NOTICE BY SURETY TO CREDITOR-WAIVER-PLEADING.
(Ohio Supreme Court Commission. May 6, 1884.)
CLARK v. OSBORN.

1. The notice required by Sec. 5833 Rev. Stats., in order to be available to a surety, must be in writing and require the creditor to cominence an action forthwith on the obligation in which the surety is bound. No particular form or words are required. A substantial compliance with the statute is sufficient.

2. The requirement that the notice shall be in writing confers a personal privilege on the creditor, which he may waive.

3. The executors of a deceased surety gave a written request to the creditor to commence an action forthwith on a note in which the decedent was bound as surety. The creditor held two notes in which the decedent was so bound, for the same principal, to which the notice would apply indifferently. Thereupon the creditor went to the executors, and exhibiting the notes said he accepted the notice as applicable to both. The executors explained the danger of delay and urged him to sue at once. He promised to commence forthwith, and without further notice, an action against the principal on both notes, and collect them with due diligence.
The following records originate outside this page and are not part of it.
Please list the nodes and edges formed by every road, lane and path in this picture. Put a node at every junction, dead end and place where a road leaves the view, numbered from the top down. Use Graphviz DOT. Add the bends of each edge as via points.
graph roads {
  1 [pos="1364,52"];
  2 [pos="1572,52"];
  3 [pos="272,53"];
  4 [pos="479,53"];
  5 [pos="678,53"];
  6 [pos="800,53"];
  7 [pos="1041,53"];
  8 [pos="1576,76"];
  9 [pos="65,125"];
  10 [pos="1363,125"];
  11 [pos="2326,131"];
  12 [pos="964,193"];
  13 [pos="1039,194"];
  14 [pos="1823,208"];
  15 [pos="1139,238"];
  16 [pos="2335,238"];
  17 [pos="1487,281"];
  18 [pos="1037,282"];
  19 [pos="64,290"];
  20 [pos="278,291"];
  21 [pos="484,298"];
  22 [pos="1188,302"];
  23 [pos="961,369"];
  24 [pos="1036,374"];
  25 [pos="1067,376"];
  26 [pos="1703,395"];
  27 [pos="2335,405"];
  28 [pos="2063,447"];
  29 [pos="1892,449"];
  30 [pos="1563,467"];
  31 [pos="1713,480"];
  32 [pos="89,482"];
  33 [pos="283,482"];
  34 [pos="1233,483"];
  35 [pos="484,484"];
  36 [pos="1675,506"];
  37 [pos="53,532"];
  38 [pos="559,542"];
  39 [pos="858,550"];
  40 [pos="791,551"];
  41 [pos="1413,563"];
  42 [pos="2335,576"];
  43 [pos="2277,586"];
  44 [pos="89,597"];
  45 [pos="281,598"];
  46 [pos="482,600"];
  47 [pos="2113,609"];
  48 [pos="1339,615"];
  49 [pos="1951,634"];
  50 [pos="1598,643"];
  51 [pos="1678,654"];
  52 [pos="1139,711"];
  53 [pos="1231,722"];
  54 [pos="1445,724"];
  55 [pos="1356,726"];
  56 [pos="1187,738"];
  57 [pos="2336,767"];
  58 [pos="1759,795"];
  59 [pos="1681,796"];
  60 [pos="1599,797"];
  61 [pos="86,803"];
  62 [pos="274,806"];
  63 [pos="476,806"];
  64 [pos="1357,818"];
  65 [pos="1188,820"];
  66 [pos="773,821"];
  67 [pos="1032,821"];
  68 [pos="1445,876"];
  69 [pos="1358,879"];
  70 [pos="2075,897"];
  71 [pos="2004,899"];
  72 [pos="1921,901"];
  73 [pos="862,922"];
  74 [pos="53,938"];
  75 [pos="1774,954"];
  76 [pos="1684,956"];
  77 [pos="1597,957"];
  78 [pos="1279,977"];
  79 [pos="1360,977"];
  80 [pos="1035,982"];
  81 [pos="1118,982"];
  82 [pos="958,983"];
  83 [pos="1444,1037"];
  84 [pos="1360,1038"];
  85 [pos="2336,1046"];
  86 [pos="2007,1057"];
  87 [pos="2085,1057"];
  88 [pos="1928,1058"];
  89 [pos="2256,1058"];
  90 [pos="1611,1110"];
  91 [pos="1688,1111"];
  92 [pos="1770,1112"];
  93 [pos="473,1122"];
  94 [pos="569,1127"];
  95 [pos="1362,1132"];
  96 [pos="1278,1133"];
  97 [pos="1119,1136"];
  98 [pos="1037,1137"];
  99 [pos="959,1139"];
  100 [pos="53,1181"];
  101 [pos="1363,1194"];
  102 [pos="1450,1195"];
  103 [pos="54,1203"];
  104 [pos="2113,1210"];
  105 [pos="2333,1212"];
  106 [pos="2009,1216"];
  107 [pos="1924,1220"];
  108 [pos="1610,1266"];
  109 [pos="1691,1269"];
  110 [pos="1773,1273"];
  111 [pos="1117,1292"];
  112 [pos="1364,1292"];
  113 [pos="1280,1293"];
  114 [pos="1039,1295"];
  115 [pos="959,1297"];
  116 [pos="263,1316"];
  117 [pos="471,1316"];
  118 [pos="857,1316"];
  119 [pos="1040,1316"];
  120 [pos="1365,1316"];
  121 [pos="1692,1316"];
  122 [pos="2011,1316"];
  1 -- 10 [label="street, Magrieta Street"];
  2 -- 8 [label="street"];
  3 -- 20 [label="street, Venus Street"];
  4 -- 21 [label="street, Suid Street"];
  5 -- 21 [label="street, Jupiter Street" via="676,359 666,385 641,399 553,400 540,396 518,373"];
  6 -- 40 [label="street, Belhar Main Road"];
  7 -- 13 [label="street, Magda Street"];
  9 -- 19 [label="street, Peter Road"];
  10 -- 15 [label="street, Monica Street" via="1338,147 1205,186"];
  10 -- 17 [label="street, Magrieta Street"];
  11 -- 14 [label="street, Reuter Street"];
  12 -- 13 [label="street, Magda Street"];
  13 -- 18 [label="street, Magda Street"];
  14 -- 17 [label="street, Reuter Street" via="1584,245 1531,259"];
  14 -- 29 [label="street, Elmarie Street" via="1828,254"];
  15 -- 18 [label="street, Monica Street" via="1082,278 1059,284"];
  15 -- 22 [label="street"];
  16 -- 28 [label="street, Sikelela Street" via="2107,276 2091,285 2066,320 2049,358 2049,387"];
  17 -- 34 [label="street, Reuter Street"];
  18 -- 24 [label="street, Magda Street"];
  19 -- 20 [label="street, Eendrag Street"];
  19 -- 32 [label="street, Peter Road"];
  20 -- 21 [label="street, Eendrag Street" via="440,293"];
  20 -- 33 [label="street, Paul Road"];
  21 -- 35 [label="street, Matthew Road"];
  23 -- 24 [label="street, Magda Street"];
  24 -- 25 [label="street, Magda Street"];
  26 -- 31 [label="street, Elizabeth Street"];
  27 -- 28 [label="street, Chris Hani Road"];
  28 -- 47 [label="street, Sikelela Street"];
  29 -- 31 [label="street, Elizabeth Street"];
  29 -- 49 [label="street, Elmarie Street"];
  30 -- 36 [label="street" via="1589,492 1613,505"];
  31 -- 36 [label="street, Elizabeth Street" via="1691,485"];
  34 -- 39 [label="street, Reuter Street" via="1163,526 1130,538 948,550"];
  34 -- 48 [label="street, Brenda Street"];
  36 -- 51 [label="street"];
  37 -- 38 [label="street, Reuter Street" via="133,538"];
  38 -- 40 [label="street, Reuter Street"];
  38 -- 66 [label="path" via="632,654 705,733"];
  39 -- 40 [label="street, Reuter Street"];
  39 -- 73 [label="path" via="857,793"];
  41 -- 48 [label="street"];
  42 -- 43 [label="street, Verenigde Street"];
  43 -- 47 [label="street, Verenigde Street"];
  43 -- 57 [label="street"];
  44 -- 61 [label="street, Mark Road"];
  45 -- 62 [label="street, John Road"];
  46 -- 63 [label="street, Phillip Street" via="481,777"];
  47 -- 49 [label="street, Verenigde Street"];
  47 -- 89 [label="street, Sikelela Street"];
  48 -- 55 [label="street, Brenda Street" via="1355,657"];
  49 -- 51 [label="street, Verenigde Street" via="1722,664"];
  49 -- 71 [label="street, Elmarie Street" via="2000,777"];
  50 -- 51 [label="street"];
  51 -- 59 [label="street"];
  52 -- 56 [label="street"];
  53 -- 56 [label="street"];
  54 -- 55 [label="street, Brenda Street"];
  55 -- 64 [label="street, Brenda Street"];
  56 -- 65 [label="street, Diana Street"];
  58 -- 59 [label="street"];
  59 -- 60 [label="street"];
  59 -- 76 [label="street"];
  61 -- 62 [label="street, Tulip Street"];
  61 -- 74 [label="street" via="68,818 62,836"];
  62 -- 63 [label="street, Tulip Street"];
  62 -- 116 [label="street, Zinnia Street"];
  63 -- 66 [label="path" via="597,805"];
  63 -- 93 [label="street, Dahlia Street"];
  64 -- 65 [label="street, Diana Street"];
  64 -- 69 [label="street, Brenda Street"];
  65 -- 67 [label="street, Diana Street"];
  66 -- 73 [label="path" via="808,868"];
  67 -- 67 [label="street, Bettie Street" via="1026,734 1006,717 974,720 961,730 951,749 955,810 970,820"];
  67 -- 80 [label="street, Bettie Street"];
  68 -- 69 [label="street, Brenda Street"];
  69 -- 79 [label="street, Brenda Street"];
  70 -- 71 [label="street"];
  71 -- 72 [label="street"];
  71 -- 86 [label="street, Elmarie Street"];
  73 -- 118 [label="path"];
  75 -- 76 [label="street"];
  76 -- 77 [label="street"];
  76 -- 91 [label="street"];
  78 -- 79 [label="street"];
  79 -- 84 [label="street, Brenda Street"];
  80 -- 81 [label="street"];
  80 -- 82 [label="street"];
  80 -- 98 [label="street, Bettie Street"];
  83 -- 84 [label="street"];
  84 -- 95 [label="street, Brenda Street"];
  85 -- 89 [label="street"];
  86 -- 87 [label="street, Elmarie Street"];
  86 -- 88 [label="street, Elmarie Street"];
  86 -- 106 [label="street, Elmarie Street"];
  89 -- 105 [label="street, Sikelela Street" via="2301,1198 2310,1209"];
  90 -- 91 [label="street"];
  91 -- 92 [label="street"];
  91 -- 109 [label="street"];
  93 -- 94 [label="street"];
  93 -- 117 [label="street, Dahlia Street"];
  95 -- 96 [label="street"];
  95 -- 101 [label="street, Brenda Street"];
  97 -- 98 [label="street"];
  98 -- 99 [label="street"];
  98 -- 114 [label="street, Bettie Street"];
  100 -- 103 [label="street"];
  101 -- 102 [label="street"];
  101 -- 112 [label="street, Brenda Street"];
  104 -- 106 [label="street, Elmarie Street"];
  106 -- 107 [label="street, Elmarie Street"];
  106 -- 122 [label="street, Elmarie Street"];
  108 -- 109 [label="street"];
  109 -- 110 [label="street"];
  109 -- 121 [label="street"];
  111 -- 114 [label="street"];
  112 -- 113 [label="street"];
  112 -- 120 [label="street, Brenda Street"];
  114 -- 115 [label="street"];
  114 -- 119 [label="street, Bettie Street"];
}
In an action against the executors, they by answer set up this arrangement and the creditor's failure to comply. Held. The arrangement was a valid parol substitute for a formal notice, and the answer was a good defense.

ERROR to the District Court of Coshocton County.

Osborn sued one McKee and the executors of William Clark before a justice of the peace of Coshocton county. Mc

Kee was not served with summons. The suit was on two promissory notes made by McKee and the decedent, who was surety thereon. Judgment passed and the case was appealed to the common pleas.

In the common pleas a demurrer to the second count of the answer was overruled. And an issue joined by that count and reply was tried to a jury. Verdict for the executors, and judgment accordingly.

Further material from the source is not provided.